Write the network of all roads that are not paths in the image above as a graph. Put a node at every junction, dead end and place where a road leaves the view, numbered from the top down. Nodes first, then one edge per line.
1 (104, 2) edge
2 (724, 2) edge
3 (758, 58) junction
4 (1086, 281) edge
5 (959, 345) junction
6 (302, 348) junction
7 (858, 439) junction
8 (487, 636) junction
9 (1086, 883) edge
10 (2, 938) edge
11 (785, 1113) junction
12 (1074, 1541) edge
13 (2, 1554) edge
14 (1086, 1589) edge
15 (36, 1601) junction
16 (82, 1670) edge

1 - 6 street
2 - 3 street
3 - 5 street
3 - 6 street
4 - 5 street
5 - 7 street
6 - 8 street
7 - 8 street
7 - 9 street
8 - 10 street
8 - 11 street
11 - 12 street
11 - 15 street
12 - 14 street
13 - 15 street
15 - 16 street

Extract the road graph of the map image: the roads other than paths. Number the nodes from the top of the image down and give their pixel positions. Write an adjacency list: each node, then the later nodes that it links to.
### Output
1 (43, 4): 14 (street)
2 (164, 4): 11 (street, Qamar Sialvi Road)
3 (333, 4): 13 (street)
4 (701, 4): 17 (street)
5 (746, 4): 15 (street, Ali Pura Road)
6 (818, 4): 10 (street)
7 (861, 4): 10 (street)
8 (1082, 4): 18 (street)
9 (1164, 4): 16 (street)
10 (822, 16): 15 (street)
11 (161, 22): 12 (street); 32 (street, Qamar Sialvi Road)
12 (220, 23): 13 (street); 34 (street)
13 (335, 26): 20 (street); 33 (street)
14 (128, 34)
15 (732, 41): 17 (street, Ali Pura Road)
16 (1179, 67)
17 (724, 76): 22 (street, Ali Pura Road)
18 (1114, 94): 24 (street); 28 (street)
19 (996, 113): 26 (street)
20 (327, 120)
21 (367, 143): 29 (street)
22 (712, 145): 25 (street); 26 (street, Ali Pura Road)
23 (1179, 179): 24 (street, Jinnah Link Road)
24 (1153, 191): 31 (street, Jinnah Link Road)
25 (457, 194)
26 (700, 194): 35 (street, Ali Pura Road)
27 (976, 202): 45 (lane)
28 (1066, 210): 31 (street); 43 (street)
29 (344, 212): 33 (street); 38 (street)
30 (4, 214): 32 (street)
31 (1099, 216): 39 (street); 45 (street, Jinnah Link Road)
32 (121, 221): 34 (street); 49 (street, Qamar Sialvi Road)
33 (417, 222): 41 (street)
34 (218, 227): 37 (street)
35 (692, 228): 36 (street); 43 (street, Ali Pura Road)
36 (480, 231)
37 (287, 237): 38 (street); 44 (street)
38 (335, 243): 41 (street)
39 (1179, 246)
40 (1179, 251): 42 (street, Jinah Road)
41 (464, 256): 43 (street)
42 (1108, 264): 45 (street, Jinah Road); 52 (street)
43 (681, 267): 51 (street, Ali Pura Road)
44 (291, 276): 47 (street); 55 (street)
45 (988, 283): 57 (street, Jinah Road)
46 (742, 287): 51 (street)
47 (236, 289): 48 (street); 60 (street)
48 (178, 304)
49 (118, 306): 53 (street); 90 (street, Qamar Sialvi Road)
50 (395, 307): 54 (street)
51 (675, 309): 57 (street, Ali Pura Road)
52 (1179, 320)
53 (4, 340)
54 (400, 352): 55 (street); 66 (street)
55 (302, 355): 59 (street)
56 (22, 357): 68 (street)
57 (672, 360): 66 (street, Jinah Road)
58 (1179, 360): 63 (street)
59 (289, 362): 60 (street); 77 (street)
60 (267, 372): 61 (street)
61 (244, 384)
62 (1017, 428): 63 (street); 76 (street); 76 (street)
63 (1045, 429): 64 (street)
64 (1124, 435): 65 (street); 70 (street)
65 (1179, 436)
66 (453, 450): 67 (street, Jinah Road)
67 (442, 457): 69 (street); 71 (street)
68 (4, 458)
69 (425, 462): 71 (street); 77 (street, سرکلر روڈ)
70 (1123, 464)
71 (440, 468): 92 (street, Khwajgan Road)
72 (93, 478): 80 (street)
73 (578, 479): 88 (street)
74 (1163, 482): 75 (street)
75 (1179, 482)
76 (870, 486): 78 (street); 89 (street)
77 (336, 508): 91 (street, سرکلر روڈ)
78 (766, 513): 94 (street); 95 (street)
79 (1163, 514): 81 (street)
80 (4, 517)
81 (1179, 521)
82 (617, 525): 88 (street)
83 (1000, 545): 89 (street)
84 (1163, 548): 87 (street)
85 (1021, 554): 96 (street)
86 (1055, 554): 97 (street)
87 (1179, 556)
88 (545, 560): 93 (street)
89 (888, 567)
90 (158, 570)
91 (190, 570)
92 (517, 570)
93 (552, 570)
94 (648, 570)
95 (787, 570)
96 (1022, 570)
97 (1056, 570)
━━━━━━━━━━━━━━━━
# INSTRUCTIONS FOR THE TASK
Each line of the listing above should be output exactly.

# SOLUTION FOR THIS EXERCISE
Write the network of all roads that are not paths in the image above as a graph. Put a node at every junction, dead end and place where a road leaves the view, numbered from the top down. Nodes first, then one edge per line.
1 (104, 2) edge
2 (724, 2) edge
3 (758, 58) junction
4 (1086, 281) edge
5 (959, 345) junction
6 (302, 348) junction
7 (858, 439) junction
8 (487, 636) junction
9 (1086, 883) edge
10 (2, 938) edge
11 (785, 1113) junction
12 (1074, 1541) edge
13 (2, 1554) edge
14 (1086, 1589) edge
15 (36, 1601) junction
16 (82, 1670) edge

1 - 6 street
2 - 3 street
3 - 5 street
3 - 6 street
4 - 5 street
5 - 7 street
6 - 8 street
7 - 8 street
7 - 9 street
8 - 10 street
8 - 11 street
11 - 12 street
11 - 15 street
12 - 14 street
13 - 15 street
15 - 16 street

Extract the road graph of the map image: the roads other than paths. Number the nodes from the top of the image down and give their pixel positions. Write an adjacency list: each node, then the later nodes that it links to.
### Output
1 (43, 4): 14 (street)
2 (164, 4): 11 (street, Qamar Sialvi Road)
3 (333, 4): 13 (street)
4 (701, 4): 17 (street)
5 (746, 4): 15 (street, Ali Pura Road)
6 (818, 4): 10 (street)
7 (861, 4): 10 (street)
8 (1082, 4): 18 (street)
9 (1164, 4): 16 (street)
10 (822, 16): 15 (street)
11 (161, 22): 12 (street); 32 (street, Qamar Sialvi Road)
12 (220, 23): 13 (street); 34 (street)
13 (335, 26): 20 (street); 33 (street)
14 (128, 34)
15 (732, 41): 17 (street, Ali Pura Road)
16 (1179, 67)
17 (724, 76): 22 (street, Ali Pura Road)
18 (1114, 94): 24 (street); 28 (street)
19 (996, 113): 26 (street)
20 (327, 120)
21 (367, 143): 29 (street)
22 (712, 145): 25 (street); 26 (street, Ali Pura Road)
23 (1179, 179): 24 (street, Jinnah Link Road)
24 (1153, 191): 31 (street, Jinnah Link Road)
25 (457, 194)
26 (700, 194): 35 (street, Ali Pura Road)
27 (976, 202): 45 (lane)
28 (1066, 210): 31 (street); 43 (street)
29 (344, 212): 33 (street); 38 (street)
30 (4, 214): 32 (street)
31 (1099, 216): 39 (street); 45 (street, Jinnah Link Road)
32 (121, 221): 34 (street); 49 (street, Qamar Sialvi Road)
33 (417, 222): 41 (street)
34 (218, 227): 37 (street)
35 (692, 228): 36 (street); 43 (street, Ali Pura Road)
36 (480, 231)
37 (287, 237): 38 (street); 44 (street)
38 (335, 243): 41 (street)
39 (1179, 246)
40 (1179, 251): 42 (street, Jinah Road)
41 (464, 256): 43 (street)
42 (1108, 264): 45 (street, Jinah Road); 52 (street)
43 (681, 267): 51 (street, Ali Pura Road)
44 (291, 276): 47 (street); 55 (street)
45 (988, 283): 57 (street, Jinah Road)
46 (742, 287): 51 (street)
47 (236, 289): 48 (street); 60 (street)
48 (178, 304)
49 (118, 306): 53 (street); 90 (street, Qamar Sialvi Road)
50 (395, 307): 54 (street)
51 (675, 309): 57 (street, Ali Pura Road)
52 (1179, 320)
53 (4, 340)
54 (400, 352): 55 (street); 66 (street)
55 (302, 355): 59 (street)
56 (22, 357): 68 (street)
57 (672, 360): 66 (street, Jinah Road)
58 (1179, 360): 63 (street)
59 (289, 362): 60 (street); 77 (street)
60 (267, 372): 61 (street)
61 (244, 384)
62 (1017, 428): 63 (street); 76 (street); 76 (street)
63 (1045, 429): 64 (street)
64 (1124, 435): 65 (street); 70 (street)
65 (1179, 436)
66 (453, 450): 67 (street, Jinah Road)
67 (442, 457): 69 (street); 71 (street)
68 (4, 458)
69 (425, 462): 71 (street); 77 (street, سرکلر روڈ)
70 (1123, 464)
71 (440, 468): 92 (street, Khwajgan Road)
72 (93, 478): 80 (street)
73 (578, 479): 88 (street)
74 (1163, 482): 75 (street)
75 (1179, 482)
76 (870, 486): 78 (street); 89 (street)
77 (336, 508): 91 (street, سرکلر روڈ)
78 (766, 513): 94 (street); 95 (street)
79 (1163, 514): 81 (street)
80 (4, 517)
81 (1179, 521)
82 (617, 525): 88 (street)
83 (1000, 545): 89 (street)
84 (1163, 548): 87 (street)
85 (1021, 554): 96 (street)
86 (1055, 554): 97 (street)
87 (1179, 556)
88 (545, 560): 93 (street)
89 (888, 567)
90 (158, 570)
91 (190, 570)
92 (517, 570)
93 (552, 570)
94 (648, 570)
95 (787, 570)
96 (1022, 570)
97 (1056, 570)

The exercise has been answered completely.